Mahendra Kumar lal
20-May-2019
Coursera Data Science Specialization Capstone Project
The data came from HC Corpora with three files (Blogs, News and Twitter).
After loading the data, a sample was created, cleaned and prepared to be used as a corpus of text. It was converted to lower case, removed the punctuation, links, whitespace, numbers and profanity words.
The sample text was “tokenized” into n-grams to construct the predictive models (Tokenization is the process of breaking a stream of text up into words, phrases.
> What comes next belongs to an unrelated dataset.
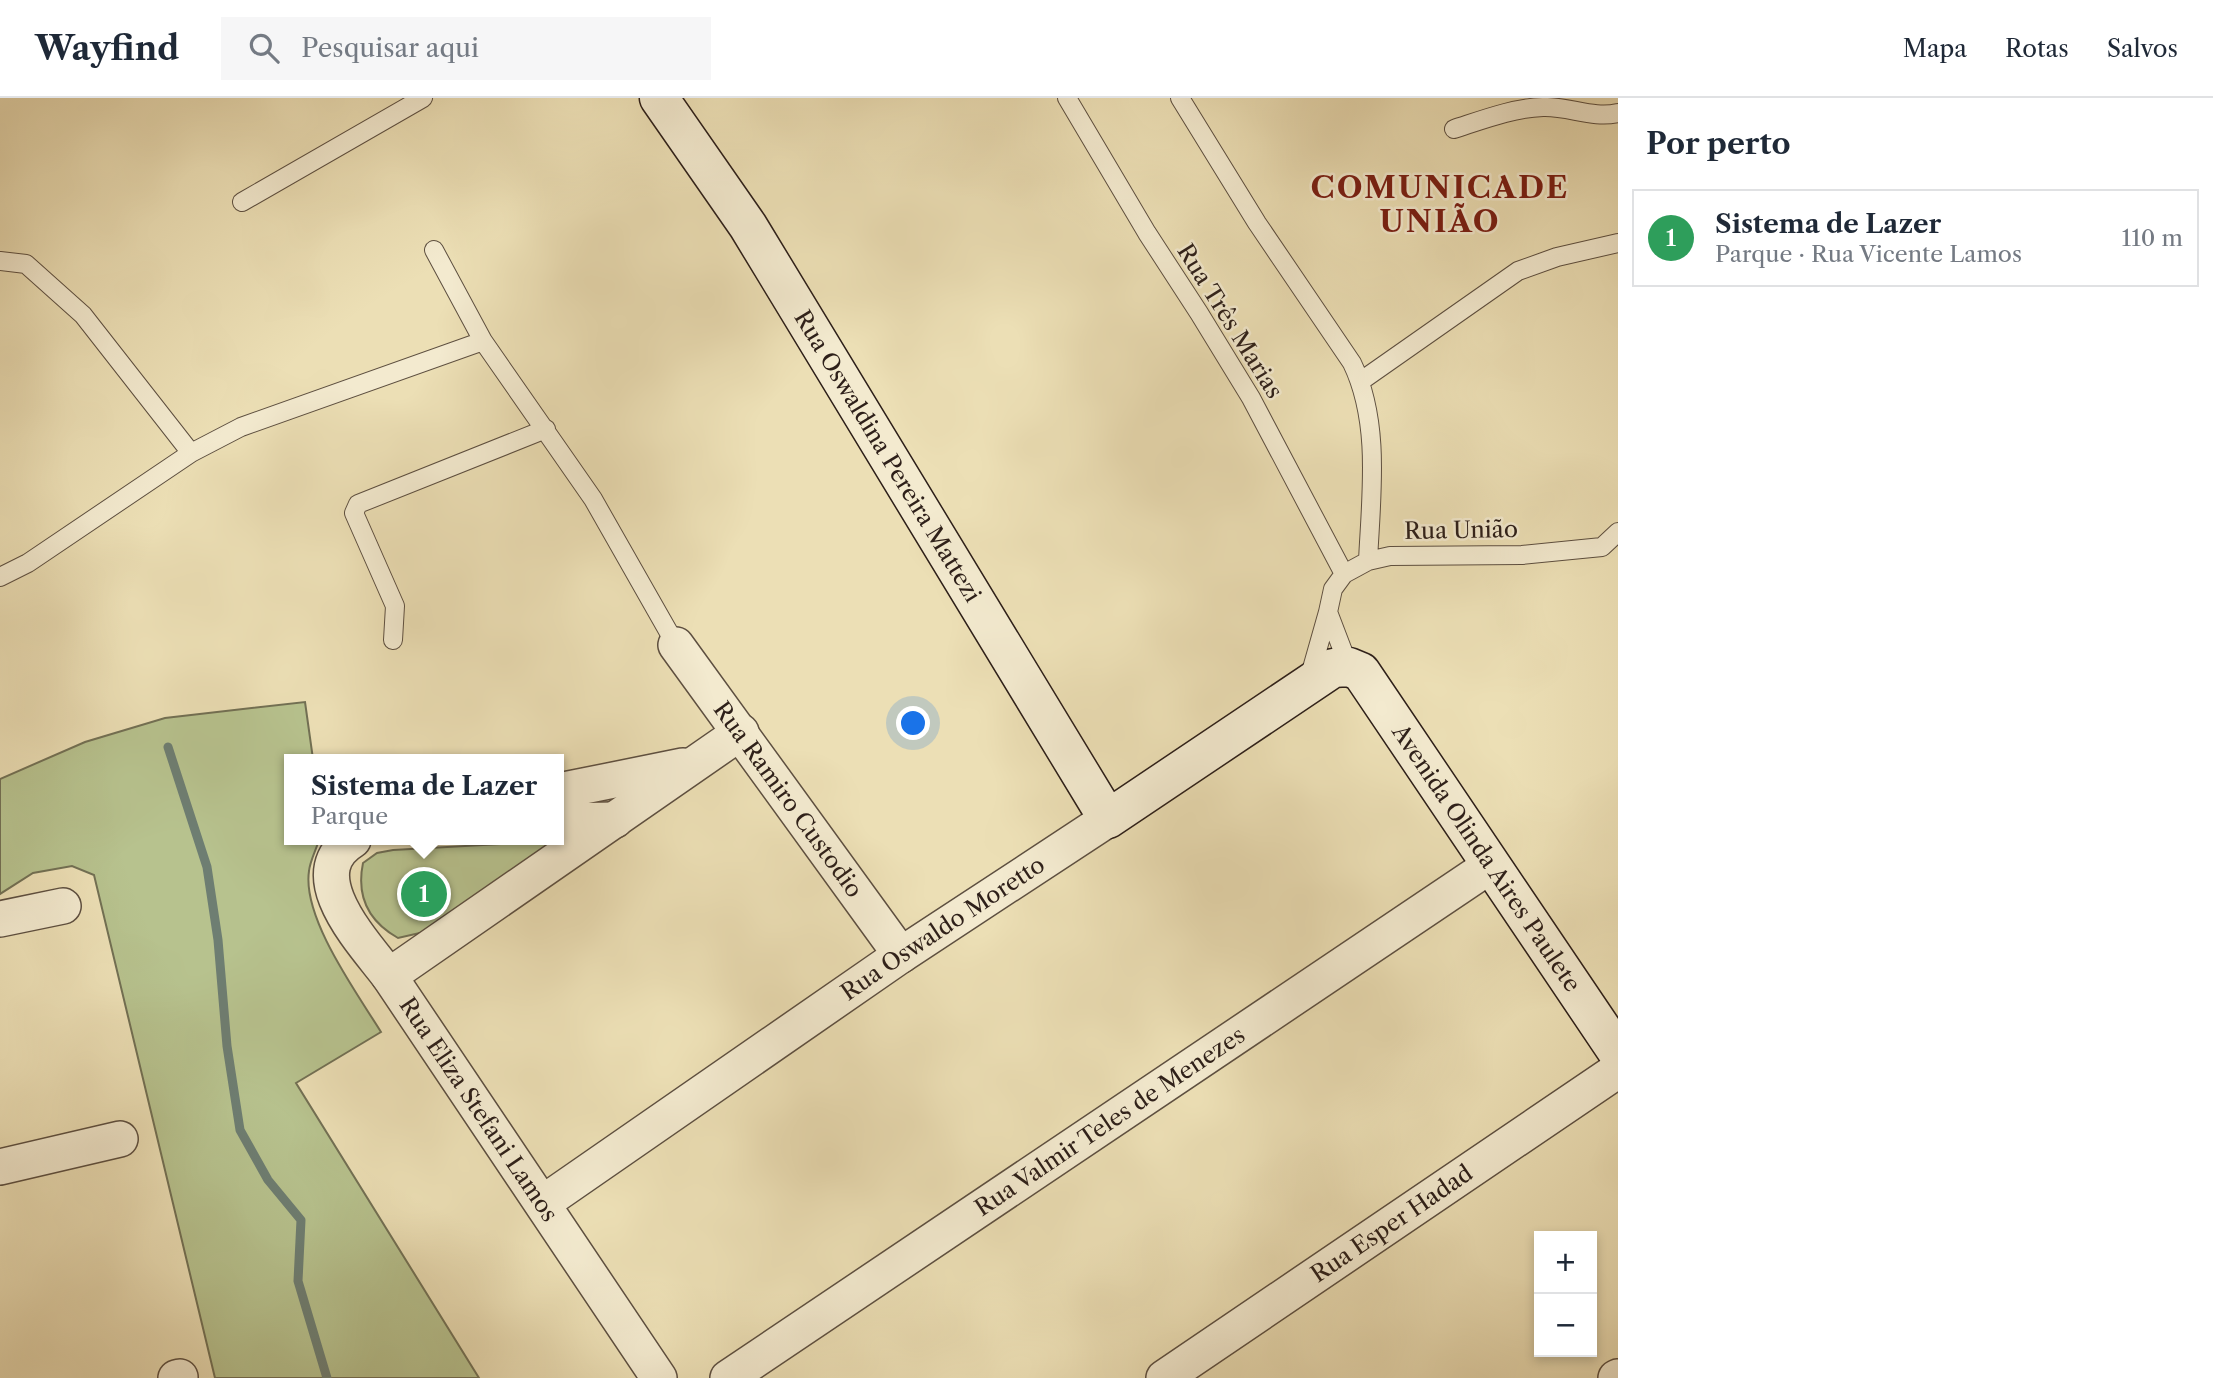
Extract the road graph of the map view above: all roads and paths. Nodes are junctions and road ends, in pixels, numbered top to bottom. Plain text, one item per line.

N-gram is a contiguous sequence of n items from a given sequence of text).
The n-grams files or data.frames (unigram, bigram, trigram and quadgram) are matrices with frequencies of words, used into the algorithm to predict the next word based on the text entered by the user.
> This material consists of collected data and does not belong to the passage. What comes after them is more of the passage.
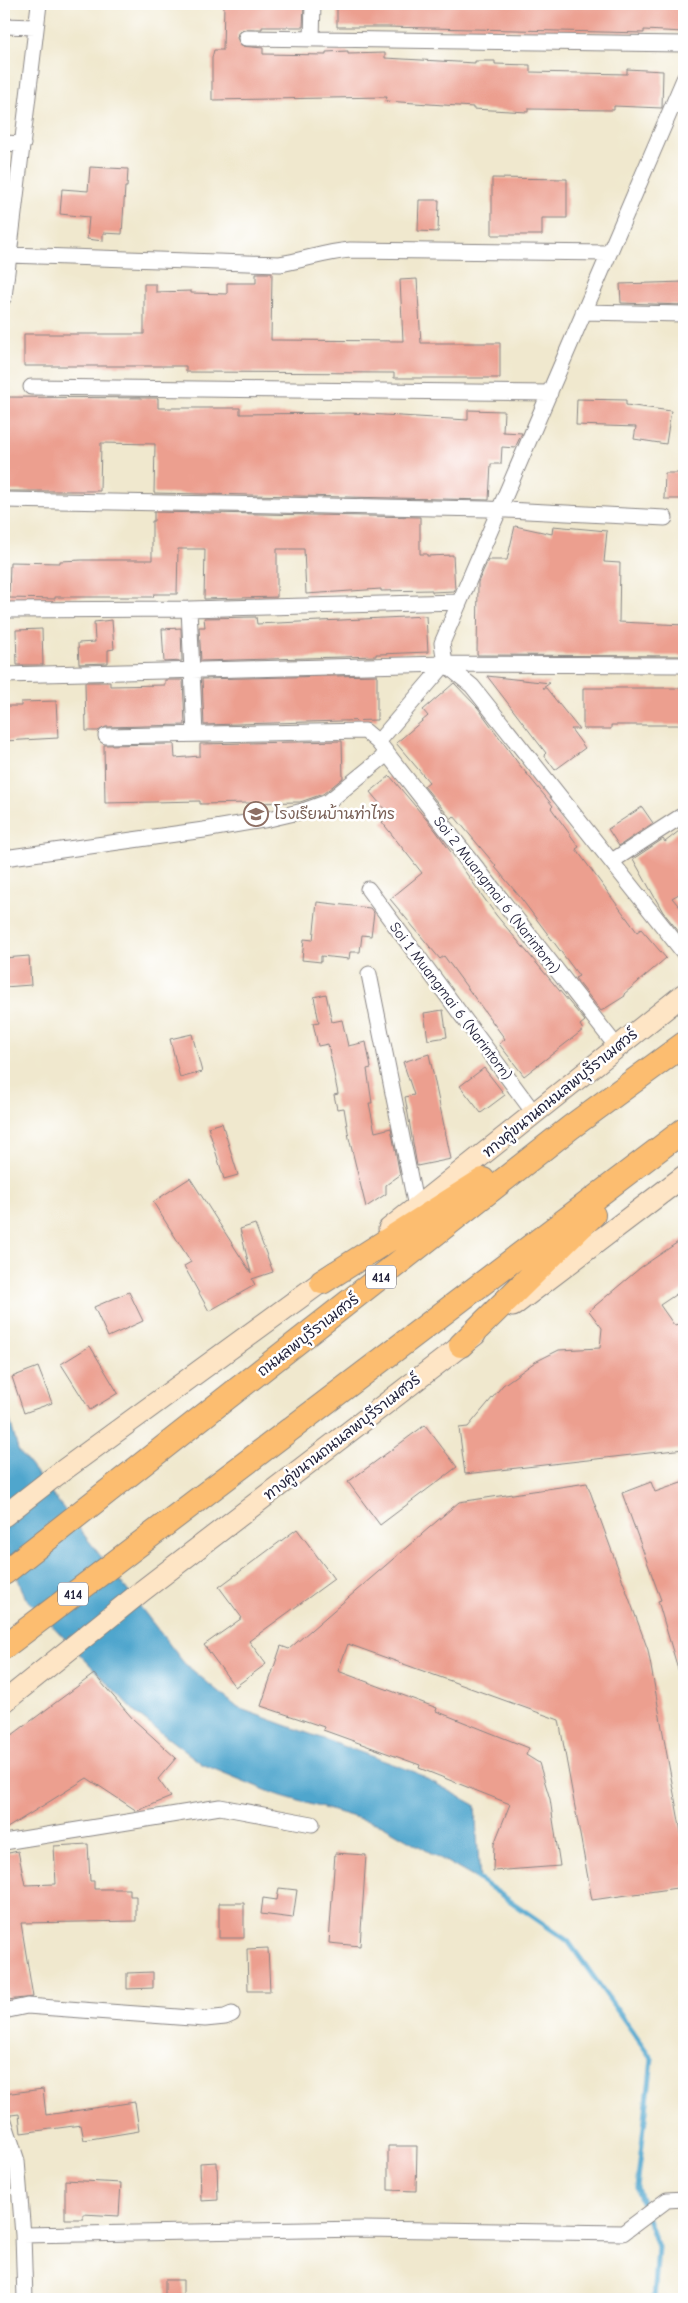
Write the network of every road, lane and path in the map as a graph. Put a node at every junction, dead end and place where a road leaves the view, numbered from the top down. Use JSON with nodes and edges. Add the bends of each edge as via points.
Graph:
{"nodes":[{"id":1,"x":38,"y":4,"type":"edge"},
{"id":2,"x":313,"y":4,"type":"edge"},
{"id":3,"x":4,"y":26,"type":"edge"},
{"id":4,"x":35,"y":27,"type":"junction"},
{"id":5,"x":246,"y":38,"type":"dead end"},
{"id":6,"x":312,"y":38,"type":"junction"},
{"id":7,"x":684,"y":44,"type":"edge"},
{"id":8,"x":684,"y":79,"type":"edge"},
{"id":9,"x":4,"y":143,"type":"edge"},
{"id":10,"x":23,"y":144,"type":"junction"},
{"id":11,"x":609,"y":254,"type":"junction"},
{"id":12,"x":9,"y":255,"type":"junction"},
{"id":13,"x":4,"y":297,"type":"edge"},
{"id":14,"x":583,"y":312,"type":"junction"},
{"id":15,"x":684,"y":314,"type":"edge"},
{"id":16,"x":31,"y":387,"type":"dead end"},
{"id":17,"x":550,"y":393,"type":"junction"},
{"id":18,"x":4,"y":500,"type":"edge"},
{"id":19,"x":499,"y":510,"type":"junction"},
{"id":20,"x":664,"y":518,"type":"dead end"},
{"id":21,"x":460,"y":602,"type":"junction"},
{"id":22,"x":189,"y":609,"type":"junction"},
{"id":23,"x":4,"y":610,"type":"edge"},
{"id":24,"x":445,"y":664,"type":"junction"},
{"id":25,"x":684,"y":665,"type":"edge"},
{"id":26,"x":192,"y":669,"type":"junction"},
{"id":27,"x":4,"y":675,"type":"edge"},
{"id":28,"x":195,"y":734,"type":"junction"},
{"id":29,"x":106,"y":736,"type":"dead end"},
{"id":30,"x":382,"y":748,"type":"junction"},
{"id":31,"x":680,"y":817,"type":"dead end"},
{"id":32,"x":4,"y":858,"type":"edge"},
{"id":33,"x":612,"y":861,"type":"junction"},
{"id":34,"x":368,"y":889,"type":"dead end"},
{"id":35,"x":684,"y":953,"type":"edge"},
{"id":36,"x":370,"y":974,"type":"dead end"},
{"id":37,"x":684,"y":994,"type":"edge"},
{"id":38,"x":684,"y":1044,"type":"edge"},
{"id":39,"x":617,"y":1047,"type":"junction"},
{"id":40,"x":534,"y":1113,"type":"junction"},
{"id":41,"x":572,"y":1127,"type":"junction"},
{"id":42,"x":684,"y":1130,"type":"edge"},
{"id":43,"x":684,"y":1176,"type":"edge"},
{"id":44,"x":416,"y":1207,"type":"junction"},
{"id":45,"x":322,"y":1282,"type":"junction"},
{"id":46,"x":461,"y":1345,"type":"junction"},
{"id":47,"x":4,"y":1516,"type":"edge"},
{"id":48,"x":4,"y":1573,"type":"edge"},
{"id":49,"x":4,"y":1647,"type":"edge"},
{"id":50,"x":4,"y":1702,"type":"edge"},
{"id":51,"x":312,"y":1824,"type":"dead end"},
{"id":52,"x":4,"y":1842,"type":"edge"},
{"id":53,"x":4,"y":2012,"type":"edge"},
{"id":54,"x":232,"y":2014,"type":"dead end"},
{"id":55,"x":4,"y":2121,"type":"edge"},
{"id":56,"x":684,"y":2199,"type":"edge"},
{"id":57,"x":23,"y":2235,"type":"junction"},
{"id":58,"x":25,"y":2299,"type":"edge"}],
"edges":[{"from":1,"to":4,"type":"street"},
{"from":2,"to":6,"type":"street"},
{"from":3,"to":4,"type":"street"},
{"from":4,"to":10,"type":"street"},
{"from":5,"to":6,"type":"street"},
{"from":6,"to":7,"type":"street"},
{"from":8,"to":11,"type":"street"},
{"from":9,"to":10,"type":"street"},
{"from":10,"to":12,"type":"street"},
{"from":11,"to":12,"type":"street","via":[[350,250],[326,252],[280,264]]},
{"from":11,"to":14,"type":"street"},
{"from":12,"to":13,"type":"street"},
{"from":14,"to":15,"type":"street"},
{"from":14,"to":17,"type":"street"},
{"from":16,"to":17,"type":"street"},
{"from":17,"to":19,"type":"street"},
{"from":18,"to":19,"type":"street"},
{"from":19,"to":20,"type":"street"},
{"from":19,"to":21,"type":"street"},
{"from":21,"to":22,"type":"street"},
{"from":21,"to":24,"type":"street","via":[[442,643]]},
{"from":22,"to":23,"type":"street"},
{"from":22,"to":26,"type":"street"},
{"from":24,"to":25,"type":"street"},
{"from":24,"to":26,"type":"street"},
{"from":24,"to":30,"type":"street"},
{"from":24,"to":33,"type":"street","via":[[472,686]]},
{"from":26,"to":27,"type":"street"},
{"from":26,"to":28,"type":"street"},
{"from":28,"to":29,"type":"street","name":"Soi 2 Muangmai 6 (Narintorn)"},
{"from":28,"to":30,"type":"street","name":"Soi 2 Muangmai 6 (Narintorn)","via":[[364,731]]},
{"from":30,"to":32,"type":"street","via":[[328,802],[303,811],[204,830]]},
{"from":30,"to":39,"type":"street","name":"Soi 2 Muangmai 6 (Narintorn)"},
{"from":31,"to":33,"type":"street"},
{"from":33,"to":35,"type":"street"},
{"from":34,"to":40,"type":"street","name":"Soi 1 Muangmai 6 (Narintorn)"},
{"from":36,"to":44,"type":"street"},
{"from":37,"to":39,"type":"main road","name":"ทางคู่ขนานถนนลพบุรีราเมศวร์","number":"414"},
{"from":38,"to":41,"type":"main road","name":"ถนนลพบุรีราเมศวร์","number":"414"},
{"from":39,"to":40,"type":"main road","name":"ทางคู่ขนานถนนลพบุรีราเมศวร์","number":"414"},
{"from":40,"to":44,"type":"main road","name":"ทางคู่ขนานถนนลพบุรีราเมศวร์","number":"414"},
{"from":41,"to":45,"type":"main road"},
{"from":41,"to":48,"type":"main road","name":"ถนนลพบุรีราเมศวร์","number":"414"},
{"from":42,"to":46,"type":"main road"},
{"from":42,"to":49,"type":"main road","number":"414"},
{"from":43,"to":46,"type":"main road","name":"ทางคู่ขนานถนนลพบุรีราเมศวร์"},
{"from":44,"to":45,"type":"main road","name":"ทางคู่ขนานถนนลพบุรีราเมศวร์","number":"414"},
{"from":45,"to":47,"type":"main road","name":"ทางคู่ขนานถนนลพบุรีราเมศวร์","number":"414"},
{"from":46,"to":50,"type":"main road","name":"ทางคู่ขนานถนนลพบุรีราเมศวร์","via":[[142,1591]]},
{"from":51,"to":52,"type":"street","via":[[220,1807]]},
{"from":53,"to":54,"type":"street","via":[[27,2006],[205,2019],[225,2018]]},
{"from":55,"to":57,"type":"street","via":[[17,2161]]},
{"from":56,"to":57,"type":"street","via":[[667,2200],[623,2233],[364,2229]]},
{"from":57,"to":58,"type":"street"}]}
Capture input text, including all preceding words in the phrase
Iteratively traverse n-grams (longest to shortest) for matches
On match(es), use the longest, most common, n-gram
Last word in the matching n-gram is the predicted next word
If no match in {5, 4, 3, 2}-grams, resort to randomly selecting a most frequently occurring 1-gram (e.g. common word)
The Shiny application allow the prediction of the next possible word in a sentence.
The user entered the text in an input box, and in the other one, the application returns the most probability word to be used.
The predicted word is obtained from the n-grams matrices, comparing it with tokenized frequency of 2, 3 and 4 grams sequences.
While entering the text, the field with the predicted next word refreshes instantaneously, and then the predicted word is then provided for the user's choice.
text-predictor interactively performs word/phrase completion!
Application Link : (https://mahenlal.shinyapps.io/text-predictor/)